Weather data comes from a huge variety of different sources, but thanks to Meteomatics’ Mix Model, you’re always provided with the best data for your use-case. In this article, Tom discusses the differences between sources of weather data and demonstrates that these are not all created equal by examining radar measurements of precipitation in Scandinavia, showing that these outperform model data.

If you’re a Meteomatics customer, chances are you already know that weather data is complicated. Not only are a huge number of variables – some more abstract than others – required in order to understand our atmosphere, but also there are typically many sources of information on each of these. Even if you know which specific aspect of the weather- and climate system is relevant to you – be it for business applications or for research interests – the huge range of data available can be incredibly daunting.

Luckily for our users, a guiding principle of Meteomatics is that our API should not simply provide all the information our customers may require, but also make using it as straightforward as possible. Hence, whilst we facilitate careful choosing from amongst our data sources, in the absence of further specification, our ‘mix’ provides the best available data for the parameters and locations queried through a series of fallbacks.

But what even are the differences between all these sources in the first place? And what kind of impact can the provision of the optimal data source for your problem have?

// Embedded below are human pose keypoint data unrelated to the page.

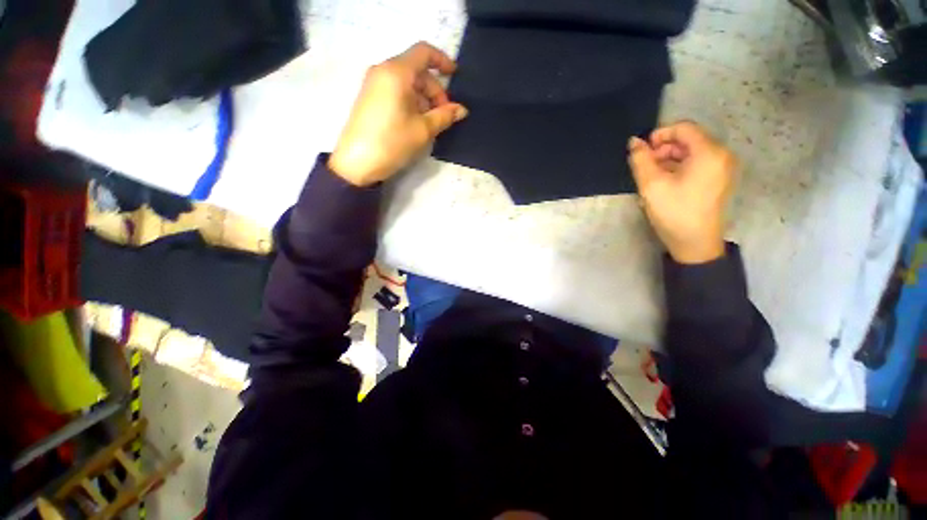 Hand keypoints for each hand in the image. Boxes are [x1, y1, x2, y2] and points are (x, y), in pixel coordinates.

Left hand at [329, 42, 468, 186]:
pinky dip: (411, 102)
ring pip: (407, 83)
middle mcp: (383, 71)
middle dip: (434, 90)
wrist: (357, 163)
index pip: (423, 52)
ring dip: (424, 99)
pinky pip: (396, 92)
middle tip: (444, 116)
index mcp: (396, 72)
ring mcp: (374, 84)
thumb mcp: (423, 130)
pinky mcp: (371, 98)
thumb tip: (462, 110)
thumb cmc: (392, 142)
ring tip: (431, 124)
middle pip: (417, 71)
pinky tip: (416, 123)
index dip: (442, 60)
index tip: (455, 75)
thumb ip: (445, 116)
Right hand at [627, 121, 738, 263]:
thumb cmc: (674, 212)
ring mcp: (722, 168)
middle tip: (644, 166)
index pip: (684, 128)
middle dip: (663, 148)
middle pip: (689, 139)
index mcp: (709, 152)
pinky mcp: (718, 180)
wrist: (695, 243)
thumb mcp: (651, 185)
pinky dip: (679, 167)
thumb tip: (634, 142)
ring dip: (669, 159)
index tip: (642, 150)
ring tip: (651, 176)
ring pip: (692, 152)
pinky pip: (697, 164)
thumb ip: (641, 160)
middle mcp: (721, 155)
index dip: (660, 134)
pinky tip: (665, 182)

Over several blog posts, I’ll be exploring both of these questions in the context of radar precipitation data, which is available through our API.

What kinds of weather data are there?

At the highest level, weather data can be broken down into two large categories: observations and model data. Observing the weather is quite natural – most of us do it every day when we go outside (or, more recently, gaze longingly out of the window). Observational data, however, has to come from a standardized technique. Instruments for recording standard observations have proliferated since the 16th century, and ground based observatories have spread across the globe, typically recording temperature, pressure, humidity, wind and rainfall.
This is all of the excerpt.